April marks the three-year anniversary of Valley Mover, and what started as a single pink bus transporting commuters to and from Anchorage has grown into a small fleet of five buses making 14 round-trips a day between the Valley and Anchorage.
“It’s definitely coming along,” said Moki Tew, a longtime local businessman who started Valley Mover. “We have over 400 rides a day now, five buses running and we’re now putting on a sixth bus. We have those 14 trips a day. Being a commuter bus, in the morning the buses come here from Anchorage empty and leave from here full. It’s getting bigger and bigger every month.”
A stable, reliable bus service between the Mat-Su and Anchorage was a need for a long time before Valley Mover started running in April 2010. Valley Mover is a nonprofit organization governed by a board of directors.
Just how successful it could be with rising fuel costs had some skeptical of the endeavor, even the Frontiersman. In a February 2010 editorial, the newspaper praised Tew and supported his idea, but also wondered if the community would embrace giving up the convenience of their own vehicles for the economy of taking a bus.
“While we support this effort, there’s ample room to suspect it is doomed to fail,” the editorial opined. “This is a car/pickup kind of place filled with people who don’t like to wait for a ride somewhere.”
What Tew knew, and the Frontiersman apparently didn’t consider, is that while people enjoy their own vehicles, they like saving money even more.
And if you’re a daily commuter between home in the Valley and Anchorage, using Valley Mover to connect to Anchorage’s mass transit system is a huge savings, Tew said.
“It saves a rider about $10,000 a year riding the bus,” Tew said. “I knew I could do this and I knew I could help and I knew this would be a big help to everybody.”
Using data from AAA, Tew said he calculated an average vehicle would burn about $10,000 in gas driving daily to and from Anchorage five days a week. Subtract the $120 a month it costs for an unlimited Valley Mover pass, and the savings is still more than $8,500.
More importantly, Tew said, that savings is likely staying at home, circulating in the local economy.
“This helps our economic development in the borough, and that’s because the folks who do take the bus get to keep another 10 grand in their pockets,” he said. “Studies all over the world say if you drive into the city, you do all your shopping before you come home. But if you take transit, you do your shopping when you get home. So, they spend most of what they’re saving in the Valley, and that’s kind of nice.

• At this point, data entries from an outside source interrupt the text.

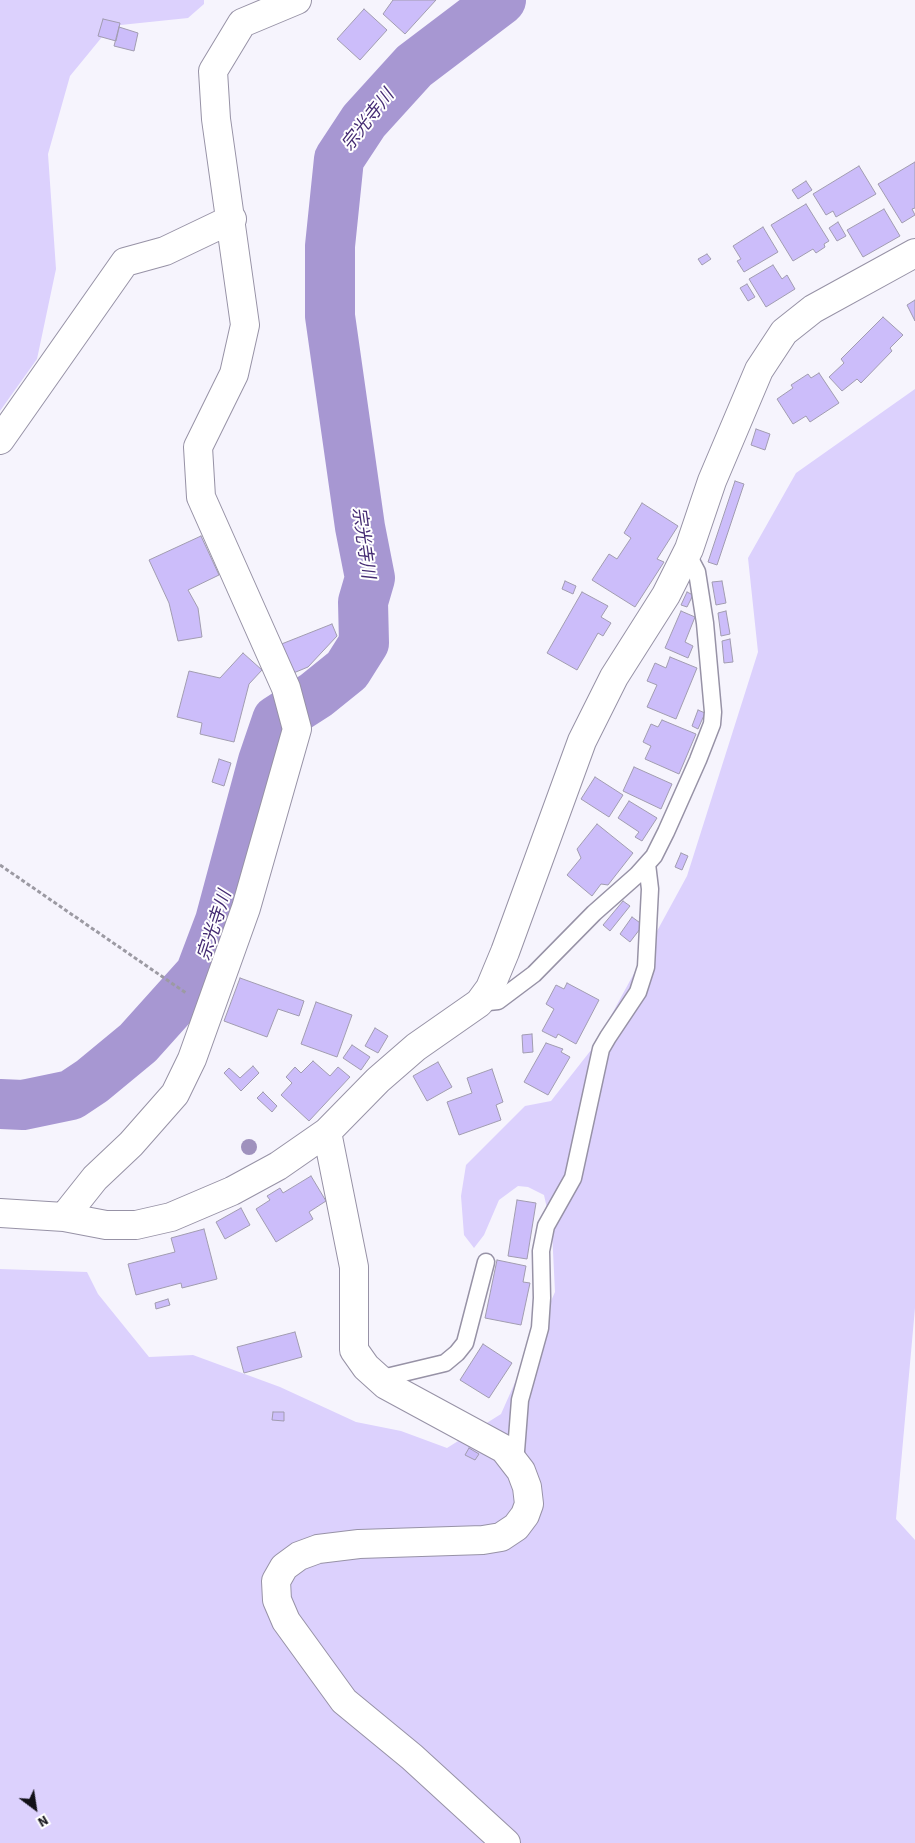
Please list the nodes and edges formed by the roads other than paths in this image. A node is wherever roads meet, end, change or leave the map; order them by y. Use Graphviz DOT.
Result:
graph roads {
  1 [pos="297,0"];
  2 [pos="232,219"];
  3 [pos="915,253"];
  4 [pos="0,440"];
  5 [pos="687,553"];
  6 [pos="647,864"];
  7 [pos="479,1003"];
  8 [pos="327,1132"];
  9 [pos="0,1213"];
  10 [pos="64,1217"];
  11 [pos="486,1262"];
  12 [pos="378,1379"];
  13 [pos="513,1461"];
  14 [pos="506,1843"];
  1 -- 2 [label="street"];
  2 -- 4 [label="street"];
  2 -- 10 [label="street"];
  3 -- 5 [label="street"];
  5 -- 6 [label="lane"];
  5 -- 7 [label="street"];
  6 -- 7 [label="lane"];
  6 -- 13 [label="lane"];
  7 -- 8 [label="street"];
  8 -- 10 [label="street"];
  8 -- 12 [label="street"];
  9 -- 10 [label="street"];
  11 -- 12 [label="lane"];
  12 -- 13 [label="street"];
  13 -- 14 [label="street"];
}
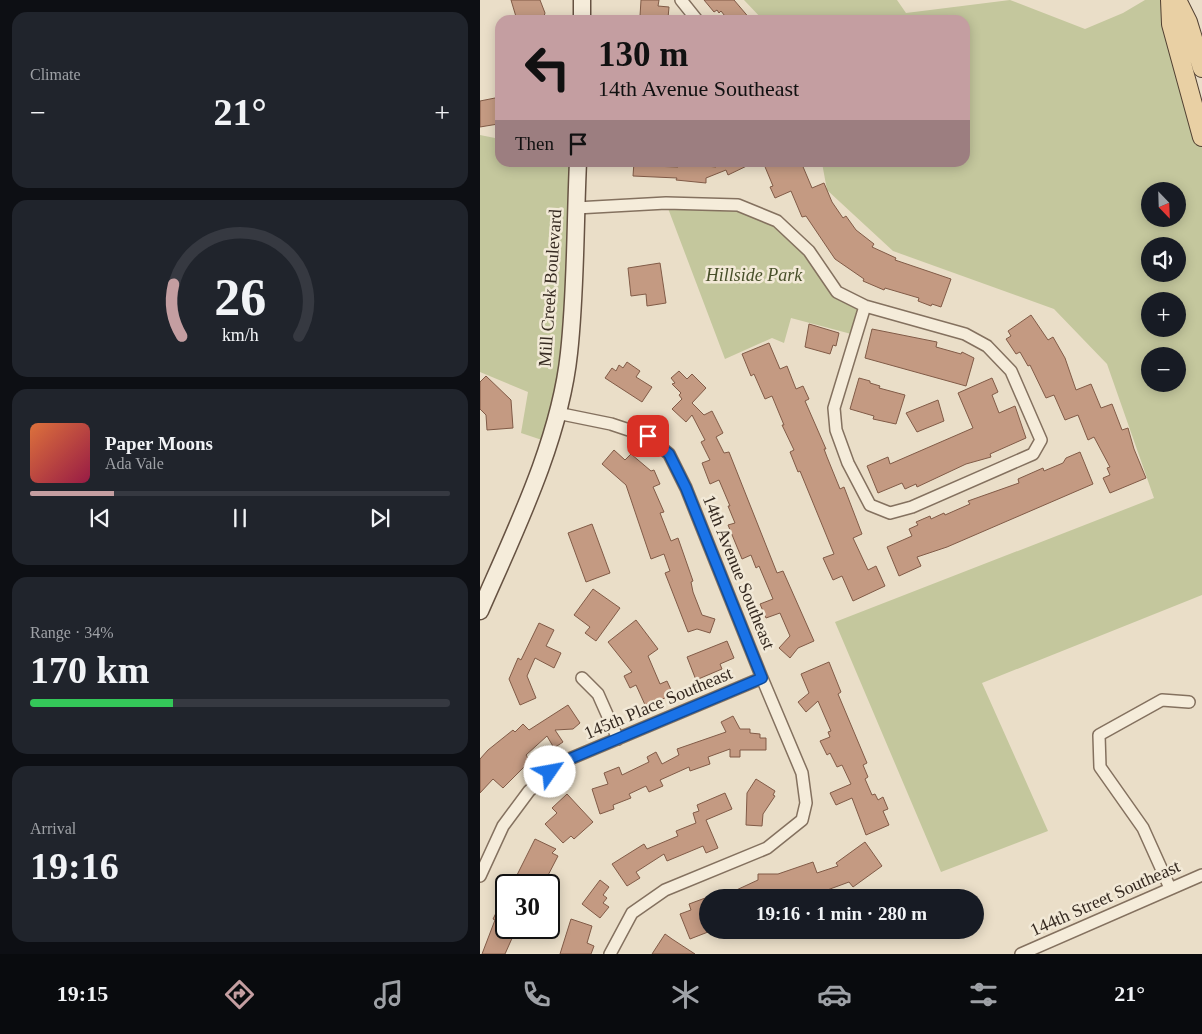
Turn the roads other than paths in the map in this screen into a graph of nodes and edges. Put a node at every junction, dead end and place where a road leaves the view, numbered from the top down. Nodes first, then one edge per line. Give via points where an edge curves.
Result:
1 (582, 0) edge
2 (681, 0) edge
3 (1170, 0) edge
4 (1177, 0) edge
5 (582, 15) edge
6 (690, 15) edge
7 (1202, 68) edge
8 (1202, 137) edge
9 (578, 167) edge
10 (576, 208) junction
11 (865, 306) junction
12 (557, 412) junction
13 (480, 611) edge
14 (582, 678) dead end
15 (762, 678) junction
16 (1189, 702) dead end
17 (618, 739) junction
18 (1202, 875) edge
19 (480, 876) edge
20 (1170, 888) junction
21 (610, 952) edge
22 (1021, 954) edge

1 - 5 street
2 - 6 street
3 - 8 main road via 1172,24
4 - 7 main road via 1188,22
9 - 10 street, Mill Creek Boulevard
10 - 11 street via 666,203 738,205 777,221 809,251 837,292
10 - 12 street, Mill Creek Boulevard via 569,354
11 - 11 street via 834,408 836,430 848,463 870,505 890,513 912,507 1033,454 1041,440 1011,371 987,346 965,334
12 - 13 street, Mill Creek Boulevard via 533,491
12 - 15 street, 14th Avenue Southeast via 648,436 669,454 686,488
14 - 17 street via 598,694
15 - 17 street, 145th Place Southeast
15 - 21 street, 14th Avenue Southeast via 802,773 806,803 802,820 767,848 664,890 632,914
16 - 20 street via 1162,700 1098,735 1100,767 1143,828
17 - 19 street, 145th Place Southeast via 560,763 529,791 503,826
18 - 20 street, 144th Street Southeast
20 - 22 street, 144th Street Southeast

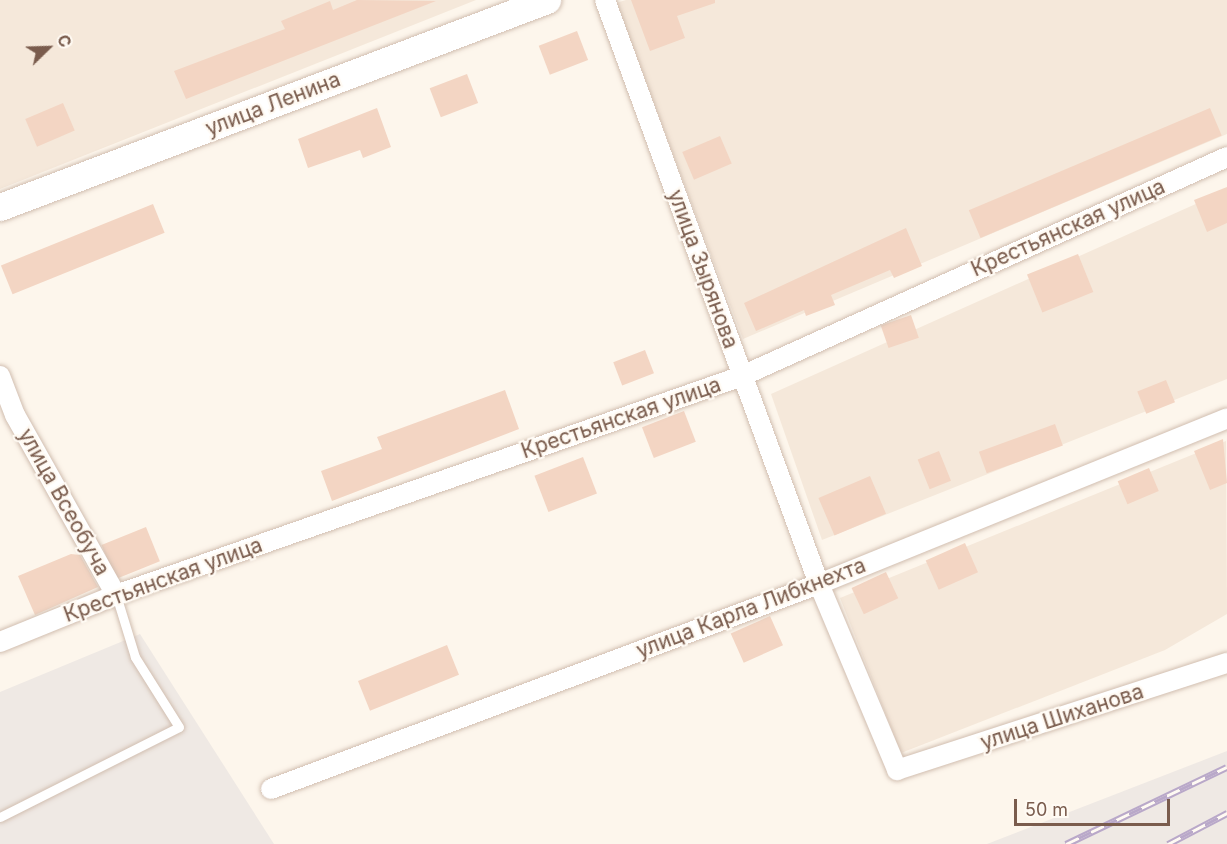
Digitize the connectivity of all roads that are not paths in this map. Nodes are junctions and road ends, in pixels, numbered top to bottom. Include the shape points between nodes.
1 (547, 0) edge
2 (605, 0) edge
3 (1227, 157) edge
4 (0, 207) edge
5 (0, 376) edge
6 (742, 376) junction
7 (1227, 418) edge
8 (819, 584) junction
9 (116, 595) junction
10 (0, 642) edge
11 (1227, 663) edge
12 (897, 770) joint
13 (271, 789) dead end
14 (0, 817) edge

1 - 4 main road, улица Ленина
2 - 6 street, улица Зырянова
3 - 6 street, Крестьянская улица
5 - 9 street, улица Всеобуча via 15,416
6 - 8 street, улица Зырянова
6 - 9 street, Крестьянская улица
7 - 8 street, улица Карла Либкнехта
8 - 12 street, улица Зырянова
8 - 13 street, улица Карла Либкнехта
9 - 10 street, Крестьянская улица
9 - 14 lane via 135,657 179,727
11 - 12 street, улица Шиханова

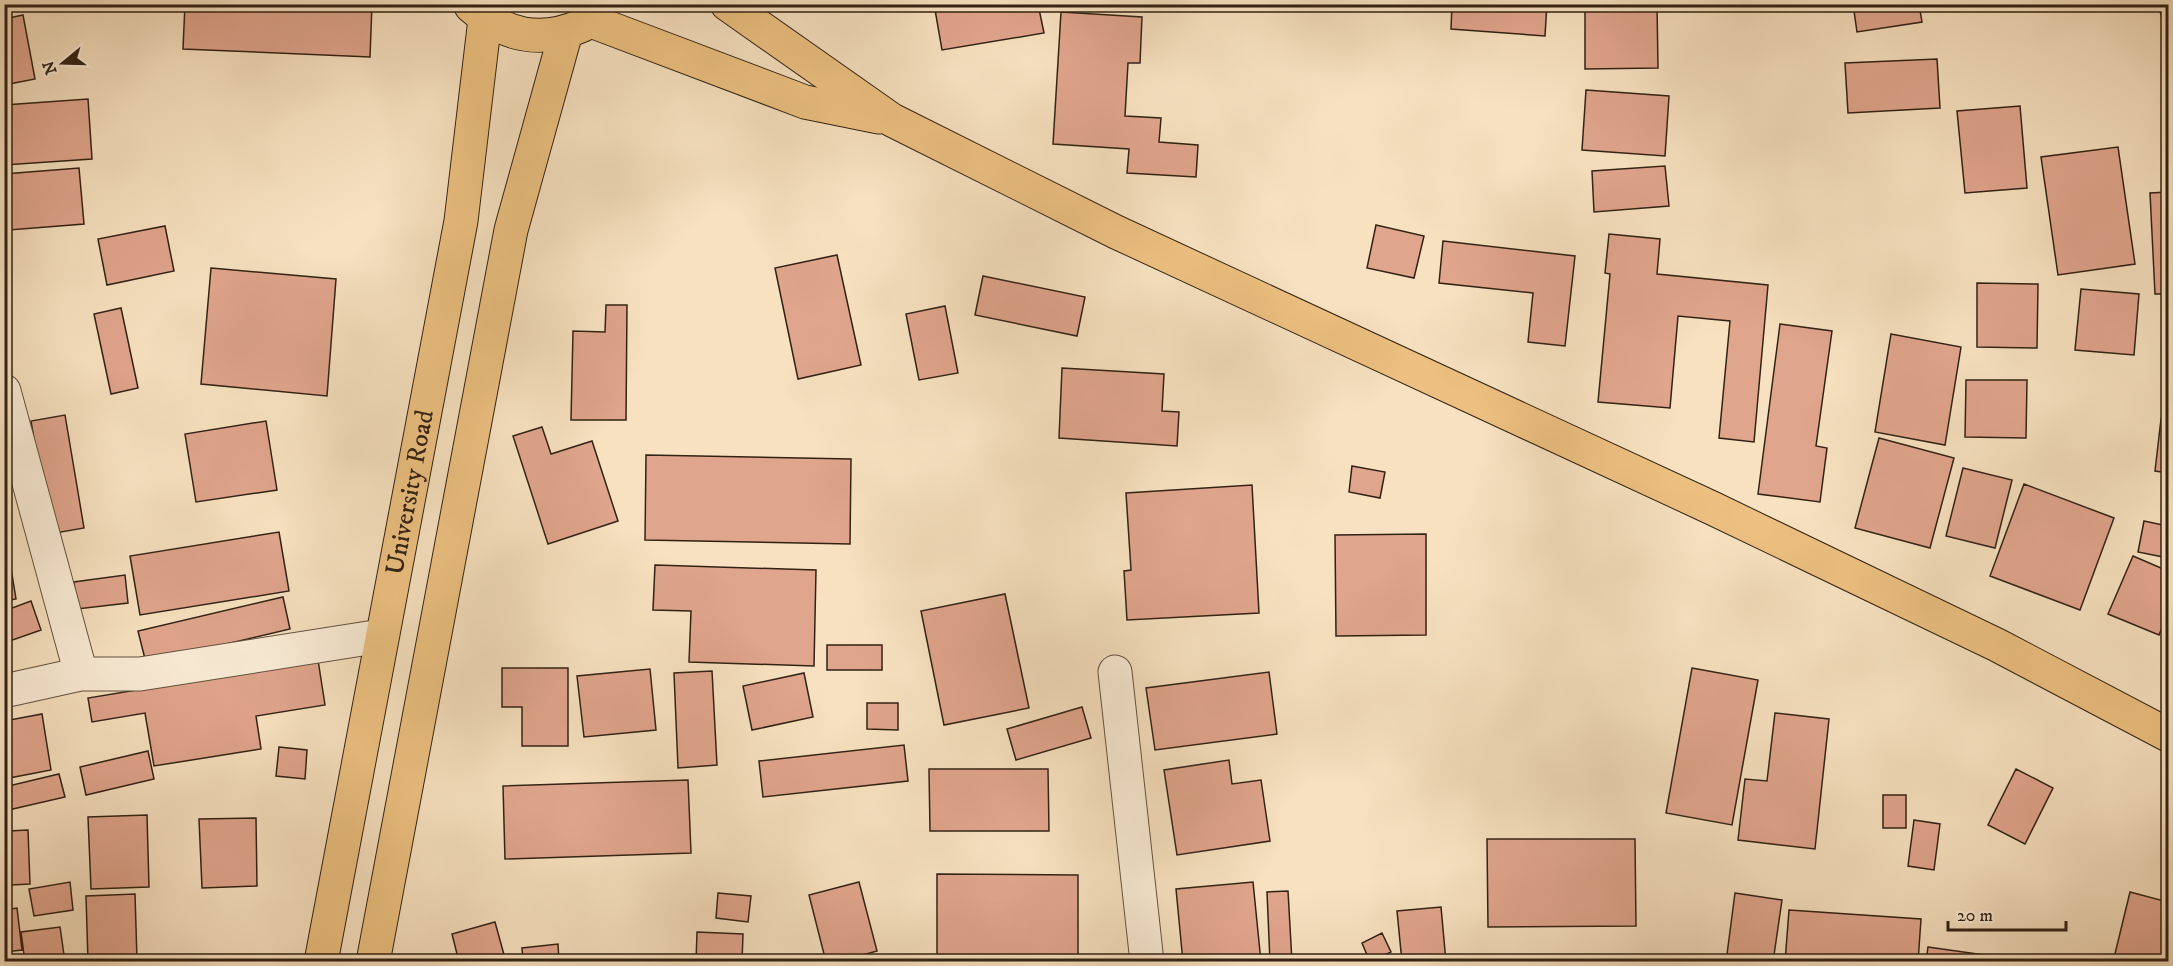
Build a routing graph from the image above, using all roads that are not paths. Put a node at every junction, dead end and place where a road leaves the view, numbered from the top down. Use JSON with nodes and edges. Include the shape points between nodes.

That’s millions of dollars a year we’re leaving right here in the Valley.”
Long before Valley Mover, local residents came to know Tew as owner of Tew’s Automotive and as a contractor with the borough for wintertime snow removal. His distinctive pink color, from all his buildings to vehicles and including Valley Mover buses, has become a trademark.
“That was my wife’s idea, it was Roberta’s idea,” Tew said of the pink. “We were painting things blue one day and she didn’t like the color, so she said she liked pink instead.”
Going on three years and Valley Mover is in the pink literally and figuratively, Tew said. In 2011, the company entered into an agreement with Matanuska-Susitna Community Transit (MASCOT) that expands the footprint of mass transit in the Valley. MASCOT gave up its limited service to and from Anchorage and instead added drop-offs and service to Valley Mover. That allows Valley Mover to focus on the commuter side of transit while MASCOT can focus on moving people locally in the borough’s core area.
Running six buses and more than a dozen round-trips a day is nice, Tew said, but is only scratching the service of the potential for a more integrated system between the Valley and the rest of Southcentral Alaska.
He said he’s attempting to acquire the old Kenai Supply building located near the intersection of the Palmer-Wasilla and Parks highways as a terminal hub that will run dozens of buses and someday maybe even light rail.
Although Valley Mover is about to expand to six buses running daily, Tew said he has 17 buses. And with an estimated 30,000 to 40,000 daily commuters in the area, he sees plenty of room for growth.
“Eventually, what’s going to happen is once we start getting 100 buses going up and down the road, eventually then we’ll be able to get light rail in here and the rail station goes right there into Kenai Supply,” he said. “It’s definitely a plan that can keep growing and it won’t die.”